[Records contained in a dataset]
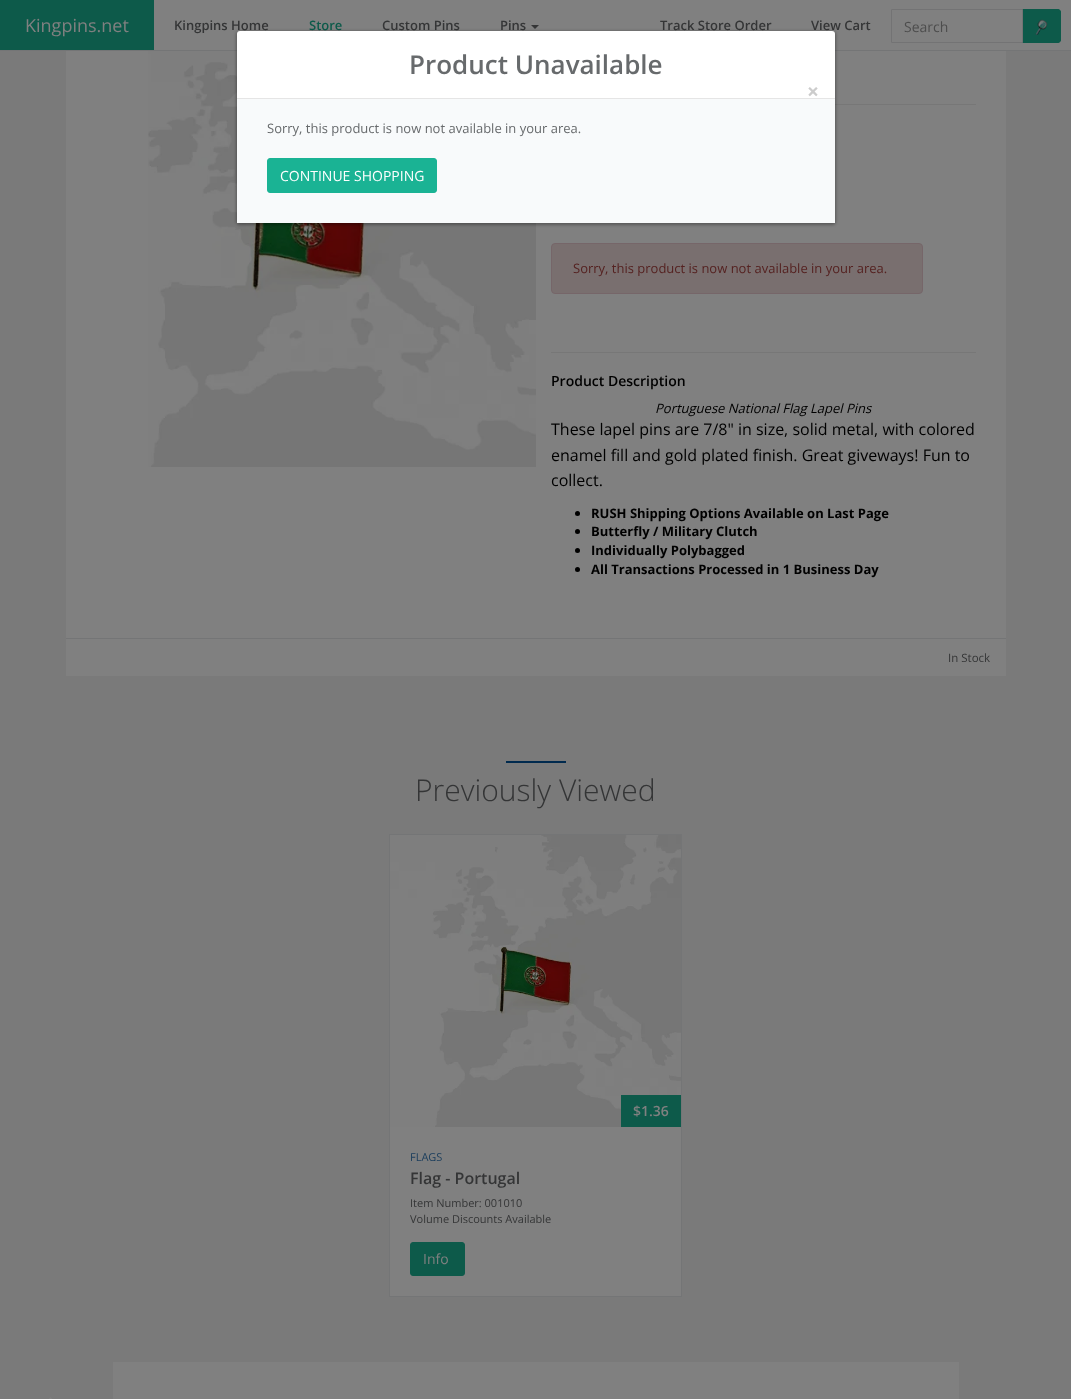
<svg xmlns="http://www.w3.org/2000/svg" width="1071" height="1399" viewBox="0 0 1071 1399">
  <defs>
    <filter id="blur1" x="-50%" y="-200%" width="200%" height="500%"><feGaussianBlur stdDeviation="1.5"/></filter>
  </defs>
  <rect width="100%" height="100%" fill="#7a7a7a"/>
  <rect x="154" y="0" width="917" height="50" fill="#808080"/>
  <rect x="0" y="50" width="1071" height="1" fill="#747576"/>
  <rect x="0" y="0" width="154" height="50" fill="#0d5a4a"/>
  <text x="25" y="32" font-family="Open Sans" font-size="18" fill="#808080">Kingpins.net</text>
  <text x="174" y="30" font-family="Open Sans" font-size="13" font-weight="600" fill="#343536">Kingpins Home</text>
  <text x="309" y="30" font-family="Open Sans" font-size="13" font-weight="600" fill="#0d5a4a">Store</text>
  <text x="382" y="30" font-family="Open Sans" font-size="13" font-weight="600" fill="#343536">Custom Pins</text>
  <text x="500" y="30" font-family="Open Sans" font-size="13" font-weight="600" fill="#343536">Pins</text>
  <path d="M531 25H539L535 29Z" fill="#343536"/>
  <text x="660" y="30" font-family="Open Sans" font-size="13" font-weight="600" fill="#343536">Track Store Order</text>
  <text x="811" y="30" font-family="Open Sans" font-size="13" font-weight="600" fill="#343536">View Cart</text>
  <path d="M1022.5 9.5H1058C1059.5 9.5 1060.5 10.5 1060.5 12V40C1060.5 41.5 1059.5 42.5 1058 42.5H1022.5Z" fill="#0d5a4a" stroke="#0d5a4a"/>
  <path d="M892 9.5H1022.5V42.5H892C891.5 42.5 891.5 42.5 891.5 42V10C891.5 9.5 891.5 9.5 892 9.5Z" fill="#808080" stroke="#737374"/>
  <text x="904" y="32" font-family="Open Sans" font-size="14" fill="#4d4d4d">Search</text>
  <image x="1035" y="19" width="13" height="16" href="img1.png"/>
  <rect x="66" y="51" width="940" height="587" fill="#808080"/>
  <image x="148" y="51" width="388" height="416" href="img2.png"/>
  <rect x="835" y="104" width="141" height="1" fill="#777777"/>
  <rect x="551.5" y="243.5" width="371" height="50" rx="3.5" fill="#796f6f" stroke="#766669"/>
  <text x="573" y="273" font-family="Open Sans" font-size="13" fill="#552221">Sorry, this product is now not available in your area.</text>
  <rect x="551" y="352" width="425" height="1" fill="#777777"/>
  <text x="551" y="386" font-family="Open Sans" font-size="14" font-weight="600" fill="#000000">Product Description</text>
  <text x="655" y="413" font-family="Open Sans" font-size="13" font-style="italic" fill="#000000">Portuguese National Flag Lapel Pins</text>
  <text x="551" y="435" font-family="Open Sans" font-size="16" fill="#000000">These lapel pins are 7/8" in size, solid metal, with colored</text>
  <text x="551" y="461" font-family="Open Sans" font-size="16" fill="#000000">enamel fill and gold plated finish. Great giveways! Fun to</text>
  <text x="551" y="486" font-family="Open Sans" font-size="16" fill="#000000">collect.</text>
  <circle cx="577.5" cy="513.5" r="2.5" fill="#000000"/>
  <text x="591" y="518" font-family="Open Sans" font-size="13" font-weight="bold" fill="#000000">RUSH Shipping Options Available on Last Page</text>
  <circle cx="577.5" cy="531.5" r="2.5" fill="#000000"/>
  <text x="591" y="536" font-family="Open Sans" font-size="13" font-weight="bold" fill="#000000">Butterfly / Military Clutch</text>
  <circle cx="577.5" cy="550.5" r="2.5" fill="#000000"/>
  <text x="591" y="555" font-family="Open Sans" font-size="13" font-weight="bold" fill="#000000">Individually Polybagged</text>
  <circle cx="577.5" cy="569.5" r="2.5" fill="#000000"/>
  <text x="591" y="574" font-family="Open Sans" font-size="13" font-weight="bold" fill="#000000">All Transactions Processed in 1 Business Day</text>
  <rect x="66" y="639" width="940" height="37" fill="#808080"/>
  <rect x="66" y="638" width="940" height="1" fill="#747576"/>
  <text x="948" y="662" font-family="Open Sans" font-size="11.5" fill="#343536">In Stock</text>
  <rect x="506" y="761" width="60" height="2" fill="#002a4e"/>
  <text x="415" y="801" font-family="Open Sans" font-size="30" font-weight="300" fill="#343536">Previously Viewed</text>
  <rect x="390" y="1127" width="291" height="169" fill="#808080"/>
  <rect x="389.5" y="834.5" width="292" height="462" fill="none" stroke="#747576"/>
  <image x="390" y="835" width="291" height="292" href="img3.png"/>
  <rect x="621" y="1095" width="60" height="32" fill="#0d5a4a"/>
  <text x="633" y="1116" font-family="Open Sans" font-size="14" font-weight="600" fill="#808080">$1.36</text>
  <text x="410" y="1161" font-family="Open Sans" font-size="11" fill="#1a3d5c">FLAGS</text>
  <text x="410" y="1184" font-family="Open Sans" font-size="16" font-weight="600" fill="#343536">Flag - Portugal</text>
  <text x="410" y="1207" font-family="Open Sans" font-size="11" fill="#343536">Item Number: 001010</text>
  <text x="410" y="1223" font-family="Open Sans" font-size="11" fill="#343536">Volume Discounts Available</text>
  <rect x="410.5" y="1242.5" width="54" height="33" rx="2.5" fill="#0d5a4a" stroke="#0d5a4a"/>
  <text x="423" y="1264" font-family="Open Sans" font-size="14" fill="#808080">Info</text>
  <path d="M35.5 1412L50.5 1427L56.5 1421L47.5 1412L56.5 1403L50.5 1397Z" fill="#808080"/>
  <rect x="113" y="1362" width="846" height="37" fill="#808080"/>
  <rect x="236" y="31" width="600" height="194" rx="4" fill="#000000" fill-opacity="0.3" filter="url(#blur1)"/>
  <rect x="237" y="31" width="598" height="192" rx="3" fill="#ffffff"/>
  <rect x="237" y="98" width="598" height="1" fill="#e5e5e5"/>
  <text x="409" y="74" font-family="Open Sans" font-size="26" font-weight="600" fill="#676a6c">Product Unavailable</text>
  <text x="807" y="99" font-family="Open Sans" font-size="21" font-weight="bold" fill="#cccccc">×</text>
  <rect x="237" y="99" width="598" height="124" fill="#f8fafb"/>
  <text x="267" y="133" font-family="Open Sans" font-size="13" fill="#676a6c">Sorry, this product is now not available in your area.</text>
  <rect x="267.5" y="158.5" width="169" height="34" rx="2.5" fill="#1ab394" stroke="#1ab394"/>
  <text x="280" y="181" font-family="Open Sans" font-size="14" fill="#ffffff">CONTINUE SHOPPING</text>
</svg>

§ PROBLEM TO WORK ON: Using the entries above, find all lines with "Sorry". Copy them.

§ ANSWER:
  <text x="573" y="273" font-family="Open Sans" font-size="13" fill="#552221">Sorry, this product is now not available in your area.</text>
  <text x="267" y="133" font-family="Open Sans" font-size="13" fill="#676a6c">Sorry, this product is now not available in your area.</text>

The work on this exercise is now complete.